In this project, I worked for a financial company that provides loans to its customers. The company receives leads from some peer-to-peer (P2P) agencies and the applicants are going to finish their applications on the company website. In the end, they need to make an E-Sign submit their applications and then they will be evaluated by the company for the next step. The purpose of this project is to identify what kind of people are likely not to finish the application so that the company can take some measures to encourage them to finish the process.

Exploratory Data Analysis
I always do exploratory data analysis before I start building a model. There is a Chinese saying "Sharpening your ax will not delay your job of chopping wood"

It's always good to create some histograms for the numerical features. Also, the correlation bar chart and matrix are very helpful for us to find out some findings and problems.

First of all, in the histograms, I found out one interesting chart, which is the "month employed". Many people answered 0 in for this question. It's very unlikely that most people work for exactly 1 year or 2 years.

Secondly, people who have higher risk scores tend to finish the application because I haven't done feature scaling here. From the correlation matrix, we could see that those risk scores are positively correlated.
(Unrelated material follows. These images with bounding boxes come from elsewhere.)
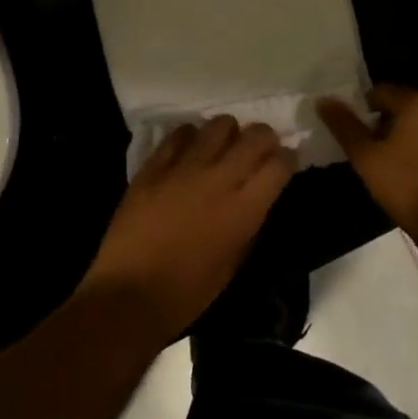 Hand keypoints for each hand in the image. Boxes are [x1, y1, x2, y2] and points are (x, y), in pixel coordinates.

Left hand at [80, 117, 297, 340]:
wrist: (129, 293)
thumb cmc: (187, 292)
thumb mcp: (233, 263)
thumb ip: (249, 224)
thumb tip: (256, 198)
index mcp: (243, 209)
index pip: (279, 164)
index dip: (288, 158)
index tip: (286, 160)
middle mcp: (219, 178)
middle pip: (255, 136)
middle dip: (264, 137)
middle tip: (260, 148)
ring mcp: (184, 167)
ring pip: (218, 125)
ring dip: (228, 132)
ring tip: (223, 146)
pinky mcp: (154, 165)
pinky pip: (180, 133)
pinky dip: (191, 136)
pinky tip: (190, 150)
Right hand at [318, 85, 417, 248]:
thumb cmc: (406, 184)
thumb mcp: (366, 157)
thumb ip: (344, 126)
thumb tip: (323, 100)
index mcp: (417, 102)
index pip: (379, 92)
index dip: (362, 111)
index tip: (355, 134)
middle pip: (402, 108)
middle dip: (384, 125)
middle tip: (370, 151)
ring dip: (405, 139)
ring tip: (391, 166)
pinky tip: (415, 177) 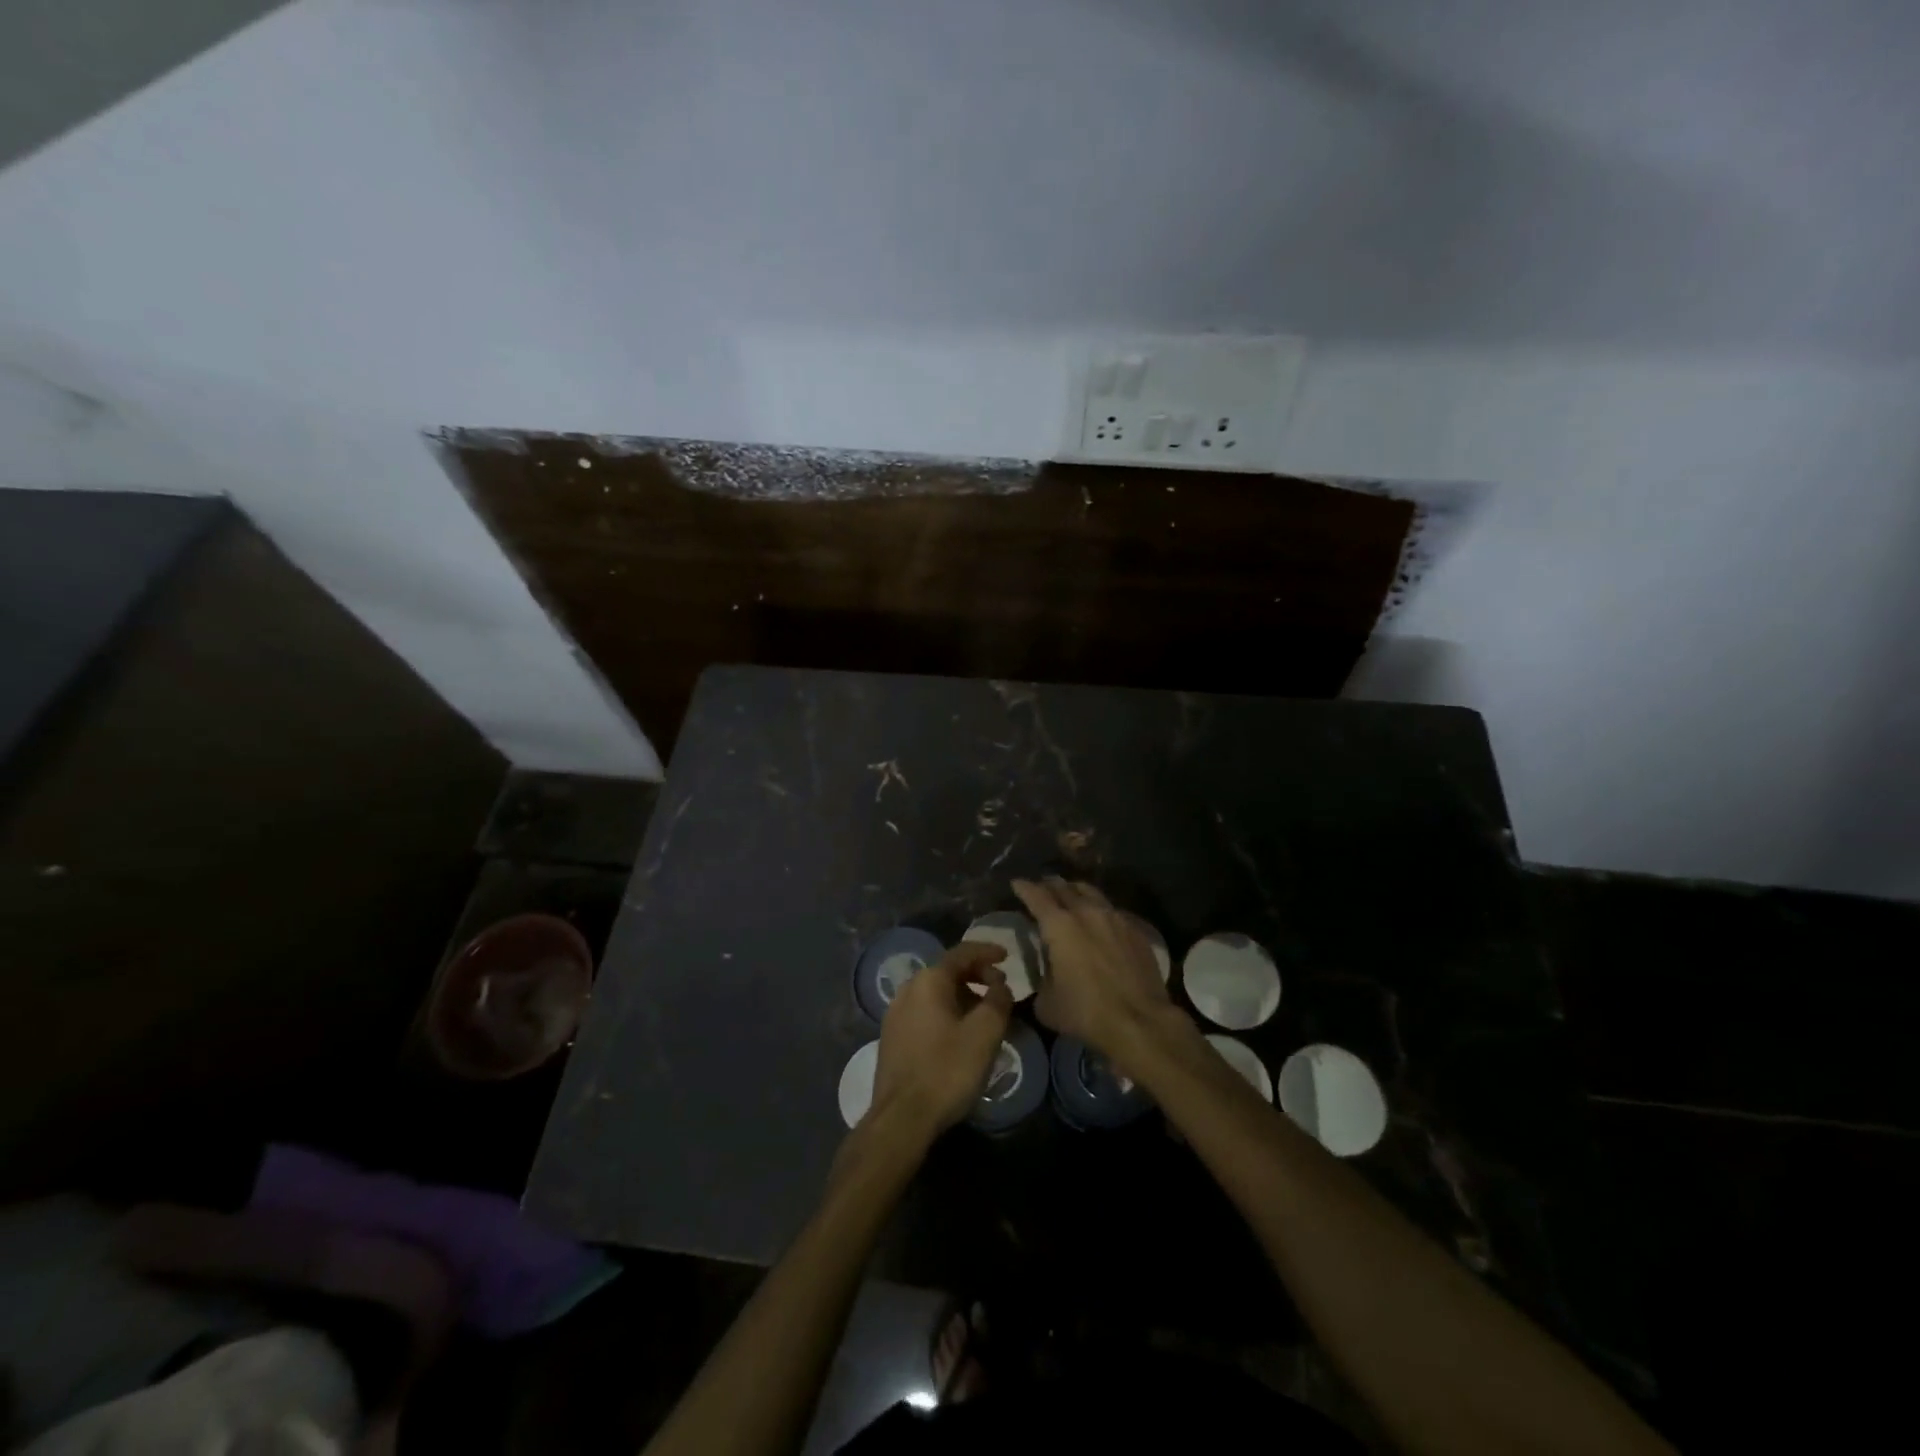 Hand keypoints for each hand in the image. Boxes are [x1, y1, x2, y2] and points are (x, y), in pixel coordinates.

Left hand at [871, 942, 1014, 1137]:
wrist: (901, 1118)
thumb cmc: (947, 1070)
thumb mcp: (984, 1034)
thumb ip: (998, 1002)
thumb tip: (1000, 986)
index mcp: (929, 981)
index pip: (962, 953)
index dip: (987, 951)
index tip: (1007, 956)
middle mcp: (908, 989)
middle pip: (947, 971)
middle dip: (976, 975)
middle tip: (999, 989)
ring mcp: (895, 1014)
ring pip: (935, 993)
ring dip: (962, 995)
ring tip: (984, 1014)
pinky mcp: (892, 1037)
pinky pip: (925, 1011)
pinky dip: (947, 1012)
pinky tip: (960, 1034)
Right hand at [1013, 877, 1172, 1057]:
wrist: (1140, 1021)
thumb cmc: (1085, 1012)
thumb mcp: (1046, 1003)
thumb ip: (1041, 978)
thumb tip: (1046, 971)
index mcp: (1058, 925)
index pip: (1036, 895)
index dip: (1024, 887)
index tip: (1017, 883)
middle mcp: (1086, 912)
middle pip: (1063, 887)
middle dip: (1049, 885)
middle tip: (1041, 887)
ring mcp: (1114, 917)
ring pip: (1091, 892)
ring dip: (1075, 891)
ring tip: (1070, 894)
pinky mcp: (1136, 929)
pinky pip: (1112, 910)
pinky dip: (1099, 909)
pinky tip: (1099, 919)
Last but not least, we see these correlations might not be representative if we use non-linear regression later on, but these charts still give a general idea of the dataset. Knowing your dataset is very important to data scientists.

I had tried many classification models, such as SVM, Random Forest, KNN, ANN, and so on. The random forest model outperformed other models with a 61% accuracy, so I decided to apply grid search to find out the best parameters for this model.

Model Tuning
I tried to tune many parameters for the random forest model, trying entropy and Gini and some other parameters. It took me more than 11 minutes to tune the model, even though it's a small dataset with relatively few parameters. The best random forest model got a 63.45% accuracy.

Last Thoughts
I could've tried to tune more parameters, but it would take a lot of time. The model tuning did not give a drastic increase in terms of accuracy. Is it worth it? My answer is yes. Even with just a 1% increase, it could generate a huge amount of revenue if we have a large dataset. Also, if a classification model were to be used in a self-driving car, 1% could help the car make the correct decision and save lives.

Software used: Python

Packages used: Sklearn,Seaborn